EHV Aue verliert in Emsdetten

Auch Bengt Bornholm (hier gegen den HSV) konnte die Niederlage in Emsdetten nicht verhindern. Foto: Falk Schulze/Sport Concepte Bad Schlema

Emsdetten schlägt den EHV Aue

Lößnitz/Emsdetten. Ein Handballspiel dauert 60 Minuten. Effektiv. Ruht der Ball zu lang, stoppen die Schiedsrichter die Zeit. 60 Minuten, in denen viel passieren kann. Manchmal aber genügt ein Zeitraum von fünf Minuten – und der Drops ist gelutscht.
So wie beim Auswärtsspiel des EHV Aue beim TV Emsdetten. Dort stand es nach 20 Minuten 12:11 für den Gastgeber. Schaut man dann den Live-Ticker auf www.dkb-handball-bundesliga.de, liest man:

Tor! Karl Toom (TV Emsdetten) netzt ein zum neuen Spielstand von 13:11.

Lattenkracher von Sebastian Naumann (EHV Aue).

Janko Bozovic (TV Emsdetten) überwindet den Torwart von (RL/fern) zum neuen Spielstand von 14:11.

Mark Ferjan (TV Emsdetten) mit einer Parade..

Karl Toom (TV Emsdetten) trifft zum Spielstand von 15:11 in Ems-Halle.

Der Torwart von TV Emsdetten, Mark Ferjan pariert den Wurf.

Neuer Spielstand in Emsdetten, 16:11 durch den Treffer von Dirk Holzner für TV Emsdetten.

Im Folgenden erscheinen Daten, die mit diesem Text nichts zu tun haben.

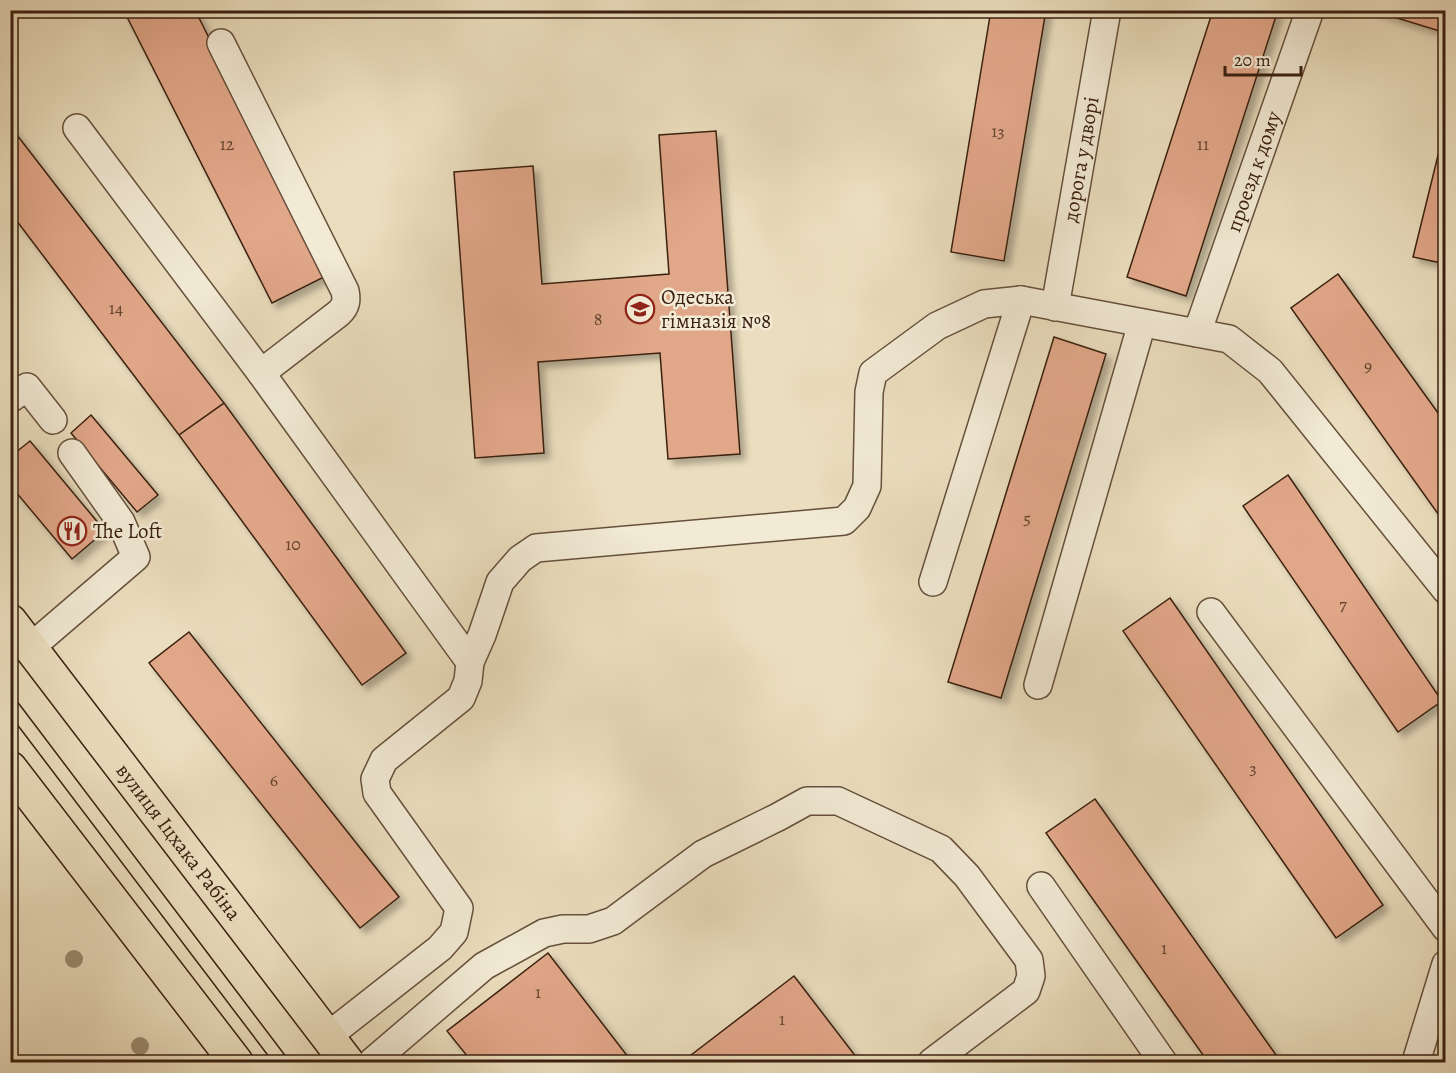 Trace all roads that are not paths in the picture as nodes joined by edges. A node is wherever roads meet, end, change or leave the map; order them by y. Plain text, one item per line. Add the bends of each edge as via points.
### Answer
1 (1107, 10) edge
2 (1310, 10) edge
3 (221, 43) dead end
4 (77, 128) dead end
5 (1021, 300) junction
6 (1055, 307) junction
7 (1142, 323) junction
8 (1197, 333) junction
9 (261, 373) junction
10 (10, 399) edge
11 (53, 420) dead end
12 (72, 453) dead end
13 (933, 582) dead end
14 (1446, 590) edge
15 (1211, 612) dead end
16 (10, 621) edge
17 (31, 647) junction
18 (470, 662) junction
19 (1038, 685) dead end
20 (10, 768) edge
21 (1041, 886) dead end
22 (1446, 928) edge
23 (1446, 964) edge
24 (328, 1036) junction
25 (231, 1060) edge
26 (347, 1062) edge
27 (372, 1062) edge
28 (932, 1062) edge
29 (1163, 1062) edge
30 (1416, 1062) edge

1 - 6 street, дорога у дворі
2 - 8 street, проезд к дому
3 - 9 street via 346,299 339,313
4 - 9 street
5 - 6 street
5 - 13 street
5 - 18 street via 984,304 938,326 873,374 869,392 867,486 857,508 844,520 536,548 500,582
6 - 7 street
7 - 8 street
7 - 19 street
8 - 14 street via 1229,339 1270,371
9 - 18 street
10 - 11 street via 27,387
12 - 17 street via 121,522 136,557
15 - 22 street
16 - 17 main road, вулиця Іцхака Рабіна
17 - 24 main road, вулиця Іцхака Рабіна
18 - 24 street via 461,698 384,760 375,779 377,793 459,909 454,932 440,948
20 - 25 main road
21 - 29 street
23 - 30 street
24 - 26 main road, вулиця Іцхака Рабіна
27 - 28 street via 484,966 544,933 589,929 613,921 703,854 807,801 838,801 941,849 967,876 1029,960 1031,976 1026,991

Karl Toom (TV Emsdetten) trifft von (6M). Neuer Spielstand in Ems-Halle: 17:11.

Ein 5:0- Lauf der Gastgeber, der das Spiel entschied. Zwar konnte der EHV Aue immer wieder verkürzen, ausgleichen konnte die Mannschaft von Stefan Swat nicht mehr.

Keeper Mark Ferjan (Slowenien) konnte in dieser Phase glänzen. Schon im Hinspiel rettet er für die Seinen den Sieg mit einer Parade in letzter Sekunde, war U20-Europameister und Deutscher Jugendmeister mit den Füchsen Berlin. Auf seine Träume angesprochen gab er vor dem Spiel zu Protokoll: “Ich will der beste Torhüter der Welt werden.”

Rüdiger Jurke: “Abwehr und Mittelblock taten sich schwer und  ohne Torhüterleistung ist es unmöglich, ein Spiel zu gewinnen. Ich hatte mir mehr erhofft. Wenigstens haben wir die zweite Halbzeit mit drei Toren gewonnen. Darauf müssen wir aufbauen. Da hat man aber auch gesehen, dass die Alternativen, die der Trainer versucht hat, nicht gestochen haben und es ein langer Weg ist, bis man Zweitliganiveau hat.”

Zwei Sternchen verteilte der Manager an Eric Meinhardt, der sieben und Ladislav Brykner, der sechs Tore warf. Jetzt wartet das Heimspiel (Samstag 17 Uhr Erzgebirgshalle Lößnitz) gegen den Tabellenfünften VfL Lübeck-Schwartau, wo der EHV Aue wieder Außenseiter ist. Jurke: “Da brauchen wir wieder jeden Zuschauer und jede Unterstützung. Wir müssen dringend Punkte holen, um die Klasse zu halten.” Noch hat der EHV fünf Zähler Vorsprung vor Tabellenplatz 16, der den Abstieg bedeuten würde und auf dem aktuell der TV Großwallstadt steht.